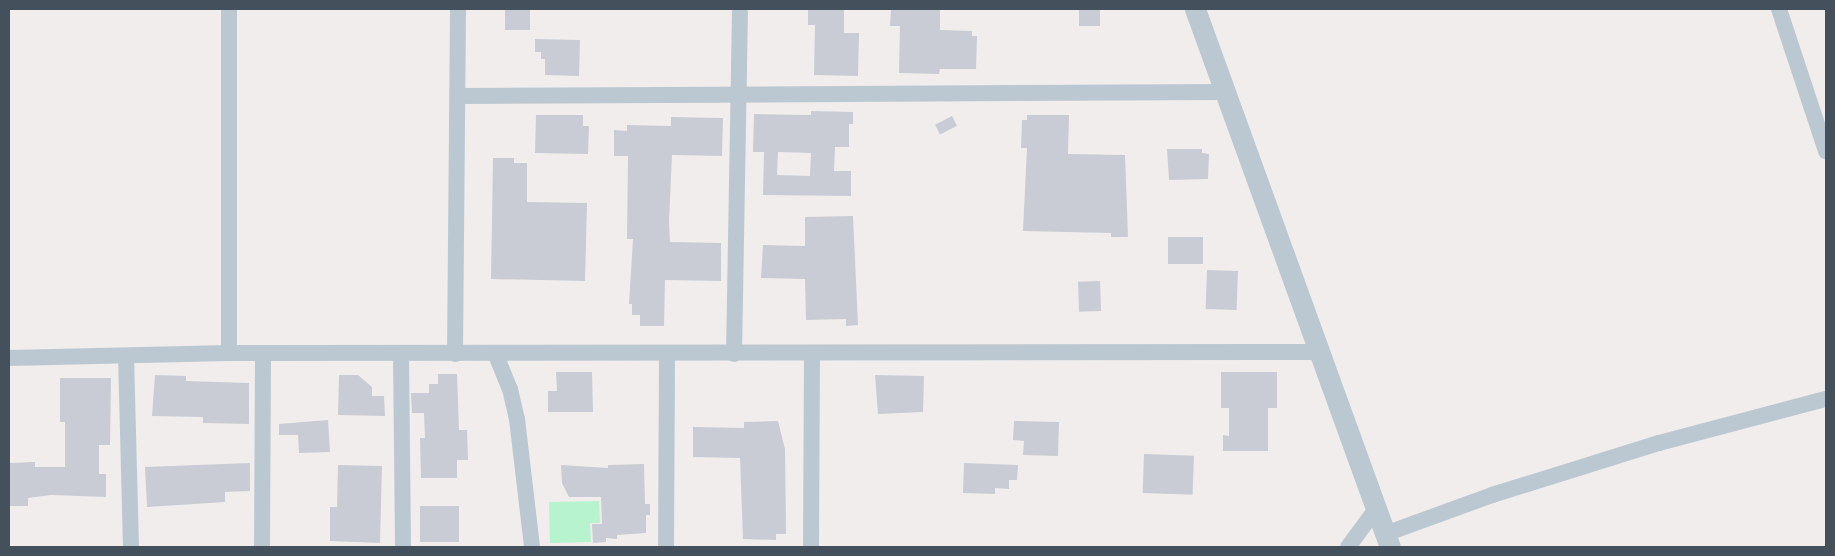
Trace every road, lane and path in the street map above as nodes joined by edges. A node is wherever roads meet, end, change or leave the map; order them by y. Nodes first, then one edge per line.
1 (229, 9) edge
2 (458, 9) edge
3 (1195, 9) edge
4 (1779, 9) edge
5 (740, 12) dead end
6 (1225, 92) junction
7 (459, 96) junction
8 (737, 96) junction
9 (1826, 150) edge
10 (1319, 352) junction
11 (229, 353) junction
12 (263, 354) junction
13 (401, 354) junction
14 (455, 354) junction
15 (734, 354) junction
16 (812, 354) junction
17 (496, 355) junction
18 (667, 355) junction
19 (126, 356) junction
20 (9, 358) edge
21 (1826, 399) edge
22 (1376, 510) junction
23 (1387, 541) edge
24 (130, 547) edge
25 (262, 547) edge
26 (403, 547) edge
27 (532, 547) edge
28 (666, 547) edge
29 (811, 547) edge
30 (1348, 547) edge

1 - 11 street
2 - 7 street
3 - 6 street
4 - 9 street
5 - 8 street
6 - 8 street
6 - 10 street
7 - 8 street
7 - 14 street
8 - 15 street
10 - 16 street
10 - 22 street
11 - 12 street
11 - 19 street
12 - 13 street
12 - 25 street
13 - 14 street
13 - 26 street
14 - 17 street
15 - 16 street
15 - 18 street
16 - 29 street
17 - 18 street
17 - 27 street
18 - 28 street
19 - 20 street
19 - 24 street
21 - 23 street
22 - 23 street
22 - 30 street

________________________

> INSTRUCTIONS FOR THE TASK:
The records above must be output exactly, except for their pictures.

> ANSWER SPACE:
Trace every road, lane and path in the street map above as nodes joined by edges. A node is wherever roads meet, end, change or leave the map; order them by y. Nodes first, then one edge per line.
1 (229, 9) edge
2 (458, 9) edge
3 (1195, 9) edge
4 (1779, 9) edge
5 (740, 12) dead end
6 (1225, 92) junction
7 (459, 96) junction
8 (737, 96) junction
9 (1826, 150) edge
10 (1319, 352) junction
11 (229, 353) junction
12 (263, 354) junction
13 (401, 354) junction
14 (455, 354) junction
15 (734, 354) junction
16 (812, 354) junction
17 (496, 355) junction
18 (667, 355) junction
19 (126, 356) junction
20 (9, 358) edge
21 (1826, 399) edge
22 (1376, 510) junction
23 (1387, 541) edge
24 (130, 547) edge
25 (262, 547) edge
26 (403, 547) edge
27 (532, 547) edge
28 (666, 547) edge
29 (811, 547) edge
30 (1348, 547) edge

1 - 11 street
2 - 7 street
3 - 6 street
4 - 9 street
5 - 8 street
6 - 8 street
6 - 10 street
7 - 8 street
7 - 14 street
8 - 15 street
10 - 16 street
10 - 22 street
11 - 12 street
11 - 19 street
12 - 13 street
12 - 25 street
13 - 14 street
13 - 26 street
14 - 17 street
15 - 16 street
15 - 18 street
16 - 29 street
17 - 18 street
17 - 27 street
18 - 28 street
19 - 20 street
19 - 24 street
21 - 23 street
22 - 23 street
22 - 30 street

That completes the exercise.